自身が一人で税理士事務所を運営しているひとり税理士であるからか、最近「ひとり」の言葉に敏感です。

先日も「ひとり」の題名が目について買った本がこちら。

出版社というと、大きな会社しかイメージがなかったので、ひとり出版社があることに驚きでした。

業種は全く違いますが、同じひとり仕事をするにあたっての生き方・働き方が参考になったので紹介します。

理想の働き方の模索

この本には自ら出版社を立ち上げた10人の方が紹介されています。

どの方も、最初から「ひとり出版社」を目指していたわけではなく、理想の働き方を模索していたらたどり着いた、という方です。

テレビ局に長年勤めたあとに子供を出産、働き方を模索した末にひとり出版社を立ち上げた女性の言葉が印象的です。

私自身が納得のいく仕事をして、なおかつ子どもを育てたいなら、自分の立つ土俵そのものを変えなければいけないのかもしれない。

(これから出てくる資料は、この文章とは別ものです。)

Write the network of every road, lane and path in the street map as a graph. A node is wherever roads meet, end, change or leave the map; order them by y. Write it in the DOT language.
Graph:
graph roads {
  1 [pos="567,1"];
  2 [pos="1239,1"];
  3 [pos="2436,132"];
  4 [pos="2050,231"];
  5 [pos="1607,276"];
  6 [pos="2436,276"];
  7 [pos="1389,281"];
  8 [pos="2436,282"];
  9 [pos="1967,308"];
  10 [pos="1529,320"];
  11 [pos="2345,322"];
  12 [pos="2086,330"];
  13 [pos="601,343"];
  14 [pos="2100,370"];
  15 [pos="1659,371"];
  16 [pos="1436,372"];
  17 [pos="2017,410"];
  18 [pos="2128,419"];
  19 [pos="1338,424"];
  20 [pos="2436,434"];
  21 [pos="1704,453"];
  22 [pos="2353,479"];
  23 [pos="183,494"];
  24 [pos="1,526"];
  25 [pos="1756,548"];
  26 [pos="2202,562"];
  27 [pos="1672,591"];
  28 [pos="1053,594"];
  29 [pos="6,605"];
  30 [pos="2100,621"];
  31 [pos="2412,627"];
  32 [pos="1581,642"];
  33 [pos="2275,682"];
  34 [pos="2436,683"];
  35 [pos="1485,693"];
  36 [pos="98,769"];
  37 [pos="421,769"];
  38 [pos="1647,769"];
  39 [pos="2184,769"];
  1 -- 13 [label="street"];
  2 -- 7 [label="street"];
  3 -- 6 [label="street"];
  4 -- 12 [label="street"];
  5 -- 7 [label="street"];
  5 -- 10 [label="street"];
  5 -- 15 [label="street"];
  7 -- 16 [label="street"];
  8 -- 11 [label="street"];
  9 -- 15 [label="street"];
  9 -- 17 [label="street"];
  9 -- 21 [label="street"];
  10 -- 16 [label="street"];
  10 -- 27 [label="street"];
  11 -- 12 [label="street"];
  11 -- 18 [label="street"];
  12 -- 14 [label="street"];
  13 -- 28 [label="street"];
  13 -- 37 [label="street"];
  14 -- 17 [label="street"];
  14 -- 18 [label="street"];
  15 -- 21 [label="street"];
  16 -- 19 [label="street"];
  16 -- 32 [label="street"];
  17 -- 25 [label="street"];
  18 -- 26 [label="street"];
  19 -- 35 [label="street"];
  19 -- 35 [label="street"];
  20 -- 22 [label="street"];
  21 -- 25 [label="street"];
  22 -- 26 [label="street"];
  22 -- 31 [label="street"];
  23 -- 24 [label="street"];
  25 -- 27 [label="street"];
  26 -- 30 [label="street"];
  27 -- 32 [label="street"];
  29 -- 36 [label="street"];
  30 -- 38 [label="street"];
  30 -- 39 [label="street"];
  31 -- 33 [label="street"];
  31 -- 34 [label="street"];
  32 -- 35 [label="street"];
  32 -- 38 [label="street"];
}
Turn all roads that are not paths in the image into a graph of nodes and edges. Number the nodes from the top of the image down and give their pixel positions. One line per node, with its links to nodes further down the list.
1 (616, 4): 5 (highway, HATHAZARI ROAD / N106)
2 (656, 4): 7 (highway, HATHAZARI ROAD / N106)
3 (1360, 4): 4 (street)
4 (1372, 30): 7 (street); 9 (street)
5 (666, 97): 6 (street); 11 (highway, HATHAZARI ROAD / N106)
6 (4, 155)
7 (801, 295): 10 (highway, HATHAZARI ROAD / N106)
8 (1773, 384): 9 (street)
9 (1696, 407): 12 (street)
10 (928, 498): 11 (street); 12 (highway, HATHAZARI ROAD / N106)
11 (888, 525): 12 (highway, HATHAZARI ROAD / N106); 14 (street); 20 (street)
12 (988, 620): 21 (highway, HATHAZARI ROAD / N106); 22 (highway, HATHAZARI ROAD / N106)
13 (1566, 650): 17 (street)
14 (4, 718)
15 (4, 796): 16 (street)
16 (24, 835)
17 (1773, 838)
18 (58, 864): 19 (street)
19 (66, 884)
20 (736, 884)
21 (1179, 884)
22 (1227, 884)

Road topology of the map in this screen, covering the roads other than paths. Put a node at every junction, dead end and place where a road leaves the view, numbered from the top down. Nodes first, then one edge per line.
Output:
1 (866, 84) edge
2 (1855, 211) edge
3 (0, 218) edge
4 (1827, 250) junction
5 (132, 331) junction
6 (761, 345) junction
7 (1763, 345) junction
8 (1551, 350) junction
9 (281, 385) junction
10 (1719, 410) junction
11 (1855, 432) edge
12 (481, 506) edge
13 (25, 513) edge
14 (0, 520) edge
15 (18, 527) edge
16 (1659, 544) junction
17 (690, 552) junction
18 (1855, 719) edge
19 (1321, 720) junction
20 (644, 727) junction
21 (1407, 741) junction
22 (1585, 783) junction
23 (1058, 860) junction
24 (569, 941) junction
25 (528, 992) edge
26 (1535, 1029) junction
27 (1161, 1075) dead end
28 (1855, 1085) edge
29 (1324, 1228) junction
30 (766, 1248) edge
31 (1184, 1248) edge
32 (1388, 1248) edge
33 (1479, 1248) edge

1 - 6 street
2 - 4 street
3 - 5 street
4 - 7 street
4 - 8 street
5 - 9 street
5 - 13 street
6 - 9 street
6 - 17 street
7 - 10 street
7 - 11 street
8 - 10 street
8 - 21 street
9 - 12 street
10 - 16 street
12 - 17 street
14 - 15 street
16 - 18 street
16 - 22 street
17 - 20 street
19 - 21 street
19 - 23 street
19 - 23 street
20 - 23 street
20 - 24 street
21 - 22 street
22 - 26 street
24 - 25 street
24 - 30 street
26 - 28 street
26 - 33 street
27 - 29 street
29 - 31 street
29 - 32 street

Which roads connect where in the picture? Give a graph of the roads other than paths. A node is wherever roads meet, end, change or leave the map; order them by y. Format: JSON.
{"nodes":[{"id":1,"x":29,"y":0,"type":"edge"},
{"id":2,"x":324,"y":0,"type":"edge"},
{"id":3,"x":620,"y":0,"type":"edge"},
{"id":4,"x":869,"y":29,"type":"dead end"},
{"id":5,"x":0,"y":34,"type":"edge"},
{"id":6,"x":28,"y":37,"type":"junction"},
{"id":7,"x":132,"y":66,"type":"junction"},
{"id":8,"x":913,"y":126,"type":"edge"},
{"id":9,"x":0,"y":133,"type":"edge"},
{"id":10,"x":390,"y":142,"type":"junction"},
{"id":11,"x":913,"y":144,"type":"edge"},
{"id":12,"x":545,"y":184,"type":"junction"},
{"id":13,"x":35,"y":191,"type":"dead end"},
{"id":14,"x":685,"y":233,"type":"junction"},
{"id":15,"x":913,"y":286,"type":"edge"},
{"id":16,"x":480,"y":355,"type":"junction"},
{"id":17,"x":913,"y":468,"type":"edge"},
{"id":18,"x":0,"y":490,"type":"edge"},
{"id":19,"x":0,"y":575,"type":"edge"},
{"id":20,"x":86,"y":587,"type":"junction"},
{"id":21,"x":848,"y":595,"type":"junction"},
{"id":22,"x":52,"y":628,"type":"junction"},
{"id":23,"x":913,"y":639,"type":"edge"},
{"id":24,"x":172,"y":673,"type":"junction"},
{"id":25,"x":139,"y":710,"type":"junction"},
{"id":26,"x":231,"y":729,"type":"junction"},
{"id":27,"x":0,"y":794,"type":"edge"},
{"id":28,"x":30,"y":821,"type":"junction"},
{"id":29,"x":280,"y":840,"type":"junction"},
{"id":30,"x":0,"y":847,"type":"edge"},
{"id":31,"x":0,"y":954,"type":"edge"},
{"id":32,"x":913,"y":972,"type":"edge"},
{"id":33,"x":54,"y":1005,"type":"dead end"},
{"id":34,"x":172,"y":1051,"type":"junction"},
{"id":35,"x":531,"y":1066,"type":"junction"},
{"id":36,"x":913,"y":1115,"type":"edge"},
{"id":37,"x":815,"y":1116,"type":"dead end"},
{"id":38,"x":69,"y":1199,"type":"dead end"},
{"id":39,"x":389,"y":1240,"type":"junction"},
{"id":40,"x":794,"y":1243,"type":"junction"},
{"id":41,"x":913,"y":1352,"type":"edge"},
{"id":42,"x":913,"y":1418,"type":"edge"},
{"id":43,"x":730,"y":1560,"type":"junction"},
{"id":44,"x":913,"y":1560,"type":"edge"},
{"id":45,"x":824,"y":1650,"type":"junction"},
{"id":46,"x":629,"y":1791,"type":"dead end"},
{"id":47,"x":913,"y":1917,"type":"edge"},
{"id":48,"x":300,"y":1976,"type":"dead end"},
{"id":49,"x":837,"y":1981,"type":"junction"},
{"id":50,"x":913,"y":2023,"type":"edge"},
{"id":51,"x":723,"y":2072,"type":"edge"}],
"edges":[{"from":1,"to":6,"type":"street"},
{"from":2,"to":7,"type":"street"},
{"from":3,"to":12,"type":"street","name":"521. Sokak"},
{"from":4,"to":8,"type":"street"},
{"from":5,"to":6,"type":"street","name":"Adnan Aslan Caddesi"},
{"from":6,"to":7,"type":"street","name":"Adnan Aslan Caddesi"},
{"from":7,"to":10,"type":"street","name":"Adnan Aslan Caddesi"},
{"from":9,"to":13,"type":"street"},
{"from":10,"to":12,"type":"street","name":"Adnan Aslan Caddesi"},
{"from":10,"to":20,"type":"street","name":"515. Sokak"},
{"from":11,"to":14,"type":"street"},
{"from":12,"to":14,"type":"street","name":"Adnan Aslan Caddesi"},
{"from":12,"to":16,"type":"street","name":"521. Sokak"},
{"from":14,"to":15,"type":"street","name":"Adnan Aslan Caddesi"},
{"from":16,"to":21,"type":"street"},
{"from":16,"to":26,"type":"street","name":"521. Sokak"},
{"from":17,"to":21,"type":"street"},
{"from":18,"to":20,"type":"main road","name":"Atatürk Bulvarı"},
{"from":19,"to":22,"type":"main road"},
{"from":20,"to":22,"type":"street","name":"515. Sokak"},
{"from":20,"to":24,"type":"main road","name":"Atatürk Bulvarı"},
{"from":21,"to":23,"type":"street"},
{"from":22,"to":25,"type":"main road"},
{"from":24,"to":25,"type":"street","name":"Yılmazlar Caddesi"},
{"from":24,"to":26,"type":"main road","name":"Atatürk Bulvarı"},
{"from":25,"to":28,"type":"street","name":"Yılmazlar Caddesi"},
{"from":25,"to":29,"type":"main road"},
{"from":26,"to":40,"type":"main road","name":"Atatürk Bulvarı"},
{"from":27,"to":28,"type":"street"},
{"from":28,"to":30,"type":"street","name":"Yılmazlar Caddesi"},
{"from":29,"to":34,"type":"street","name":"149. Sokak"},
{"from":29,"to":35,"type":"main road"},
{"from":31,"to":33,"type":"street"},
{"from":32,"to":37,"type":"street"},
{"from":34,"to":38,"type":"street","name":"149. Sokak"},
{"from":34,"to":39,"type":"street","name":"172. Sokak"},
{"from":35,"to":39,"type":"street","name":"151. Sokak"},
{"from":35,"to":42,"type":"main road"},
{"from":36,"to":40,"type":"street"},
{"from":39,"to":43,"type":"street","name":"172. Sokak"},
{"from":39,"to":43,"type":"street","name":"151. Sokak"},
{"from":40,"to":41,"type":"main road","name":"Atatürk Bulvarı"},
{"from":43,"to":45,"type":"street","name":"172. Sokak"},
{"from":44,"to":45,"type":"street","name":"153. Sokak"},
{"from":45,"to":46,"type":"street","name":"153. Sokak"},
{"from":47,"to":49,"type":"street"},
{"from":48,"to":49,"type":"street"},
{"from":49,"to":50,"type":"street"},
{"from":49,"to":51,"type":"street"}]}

仕事と家庭、どちらかに偏ることはできないのでバランスをとる。

これ自体は大切な考え方なのですが、「自分の納得いく仕事をする」ために土俵自体を変える、という考えは共感できます。

自分の納得いく仕事をするには、外部に変わってもらうのを待つのではなく、自分から働き方を変えていくしか方法がないと思っています。

組織を飛び出すのも土俵を変える方法の1つ。

最初から「ひとり」を目指していたわけでもなく、理想の働き方を模索していたら自然とそうなっていた。試行錯誤の上でたどり着いたという点が自分とも共通しており印象的でした。

小さいからこそできないことをわきまえる

ふたつの出版社営業を経験した後、生命保険会社でFPの仕事を経てひとり出版社を立ち上げた男性の言葉です。

「出版社かくあるべし」とされていること、「出版社とはこうだ」と思い込んできたことを、ドシドシ『やめてみよう』という意識があります。ある程度、いい加減なところがないと続かない。それが、前職の仕事を通して抱いた思い出です。サイトで本の紹介をやたら丁寧にしているのも、「やめよう」の発想のひとつ。つまり、みんなに売ろうと思っちゃダメだと。読者対象をごく狭く限定してとらえているためです。

これはひとりビジネスに限らないことですが、小さいからこそできることと、できないことをわきまえるのは大事だとこの文章を読んで再度認識しました。

特にできないことを認識するのは大事かと。

「みんなに売ろう」はひとり仕事ではできないことは明らかですね。

もちろん、「仕事を続けていく」ためには理想を言っていても仕方ない部分もあります。

それでも何らかの線引をすることは、お金を得るためだけでなく自分が仕事を続けていく原動力を維持するためにも必要ではないかと思っています。

自分で自分の仕事を決めすぎない

「自分で自分の仕事を決めすぎない」をこの本に出てくる人たちは実践されています。

一人ビジネスの場合、仕事の幅は広くなるので必然的ではあります。

しかしこの本に出てくる方はそれらを当然のように、自然とこなしていくしなやかさがあると思いました。

私もひとりで何役もやりはじめて世界が広がり、それが次の本づくりにもつながっていくところがある。そもそも「編集者」という専業の立場は、あまり必要ないようにも感じます。

あくまで自然体で、そのときに直面する仕事をこなしていき、それが良いサービスにつながっていく。

大きな組織で「自分の役割」を与えられるのとは全くの逆で、自分の役割をいくつも探っていく面白さを体感できるのもひとりビジネスの醍醐味ですね。

まとめ

「”ひとり出版社”という働き方」を読んで共感できる部分をまとめました。

個人的には電子書籍よりも紙の本が好きなので、取次との関係や出版業界特有の返品の話など、興味深いものがありました。

ひとり出版社が出している本は万人受けしないマニアックなものが多いですが、編集者と著者の想いが詰まっており、本質的な価値を問うものが多いです。

絵本や詩集、写真集など、普段買わない本も久しぶりに買いたくなりました。

ひとりビジネスを今後していきたいという人、現在しているという人に参考になる本です。

編集後記

日曜日は新規の顧問契約依頼のお客様との打ち合わせへ。

本日は決算準備、クラウド会計導入コンサル、メール相談受付など。

海外から日本向けサービスを行っている方の相談が最近増えてきました。